Now I am not sure if you are too familiar with Irish addresses, but Irish postcodes are relatively new (launched in 2015), and plenty of addresses can be challenging to map on some of the mapping visuals available in PowerBI. In my experience, the best results are achieved when you have the GPS coordinates, so when presented with a bunch of addresses, we need to calculate the GPS.
For years now, I have had a solution running with a customer where I take the address of their customers and run it thru the Google geolocation API to get back the GPS and formatted address. This has been running as part of a typical nightly batch process where Integration Services (SSIS) has been calling the API and storing the returned address. For my new project, it is time to turn that into a DataFlow instead. So, how do you go about doing this?

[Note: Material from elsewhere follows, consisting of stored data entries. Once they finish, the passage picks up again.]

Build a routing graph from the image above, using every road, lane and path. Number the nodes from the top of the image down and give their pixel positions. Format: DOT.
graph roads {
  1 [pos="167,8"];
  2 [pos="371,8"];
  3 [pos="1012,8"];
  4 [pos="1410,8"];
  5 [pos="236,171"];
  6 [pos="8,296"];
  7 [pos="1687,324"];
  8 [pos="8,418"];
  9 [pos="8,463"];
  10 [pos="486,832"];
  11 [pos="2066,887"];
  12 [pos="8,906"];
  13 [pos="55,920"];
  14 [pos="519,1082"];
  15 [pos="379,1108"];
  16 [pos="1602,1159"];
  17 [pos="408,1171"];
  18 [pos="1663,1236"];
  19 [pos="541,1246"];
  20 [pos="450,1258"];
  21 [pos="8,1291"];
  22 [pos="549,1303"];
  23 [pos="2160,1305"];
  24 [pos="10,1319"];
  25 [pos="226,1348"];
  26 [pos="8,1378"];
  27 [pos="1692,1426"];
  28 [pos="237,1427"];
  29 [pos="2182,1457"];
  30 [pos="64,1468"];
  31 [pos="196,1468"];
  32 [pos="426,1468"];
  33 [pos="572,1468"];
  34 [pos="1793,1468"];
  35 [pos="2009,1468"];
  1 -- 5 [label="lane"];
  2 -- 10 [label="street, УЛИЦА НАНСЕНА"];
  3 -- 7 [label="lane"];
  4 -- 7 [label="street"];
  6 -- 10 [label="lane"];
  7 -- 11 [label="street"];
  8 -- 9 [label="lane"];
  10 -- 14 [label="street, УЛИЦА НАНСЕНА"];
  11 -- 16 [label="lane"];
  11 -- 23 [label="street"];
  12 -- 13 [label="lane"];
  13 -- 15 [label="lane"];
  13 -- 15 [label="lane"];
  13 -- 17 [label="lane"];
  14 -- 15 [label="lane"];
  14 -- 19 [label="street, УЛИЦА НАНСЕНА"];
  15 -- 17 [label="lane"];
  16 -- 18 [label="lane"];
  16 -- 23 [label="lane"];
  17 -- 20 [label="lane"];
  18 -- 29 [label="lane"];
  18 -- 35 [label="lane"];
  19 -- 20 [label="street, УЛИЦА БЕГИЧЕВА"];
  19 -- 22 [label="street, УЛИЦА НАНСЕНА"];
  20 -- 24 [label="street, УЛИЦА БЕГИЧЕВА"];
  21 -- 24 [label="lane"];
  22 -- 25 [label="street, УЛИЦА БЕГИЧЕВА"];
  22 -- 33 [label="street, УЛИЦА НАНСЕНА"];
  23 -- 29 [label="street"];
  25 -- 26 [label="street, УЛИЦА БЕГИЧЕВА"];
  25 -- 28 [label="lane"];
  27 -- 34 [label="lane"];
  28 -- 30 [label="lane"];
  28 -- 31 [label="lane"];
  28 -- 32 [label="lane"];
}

1) Set up a Google Account. Google has a comprehensive Mapping API platform. You can sign up for the Google Map Platform here. They are currently offering $200 worth of usage per month for free. NB, you do have to provide payment details, so, you might want to consider setting up usage limits in case you get hit by an unexpected usage bill. For their geolocation API call, it costs $5 per 1,000 calls, so that $200 gets you 40,000 API Calls a month. (NB, yes, I know I am a Microsoft MVP, and you would expect that would use Azure and Bing for this. My SSIS code has been running for years, so I decided to port what I know, and I will do a blog for Bing at a later date)
2) As part of setting up your google account, you will end up with an API key that you will need for any calls that you make. Again, please, check your spending limits, etc when doing this. I am not going to step thru all the configuration of Google Maps. It is reasonably straightforward.
3) Having got your API, you will need to load your set of addresses somewhere that is accessible to Data Flows. There are so many options here, and I will leave it up to you. In my case, I just have the addresses in Sharepoint, although I will change that to SQL Server at a later point in my project.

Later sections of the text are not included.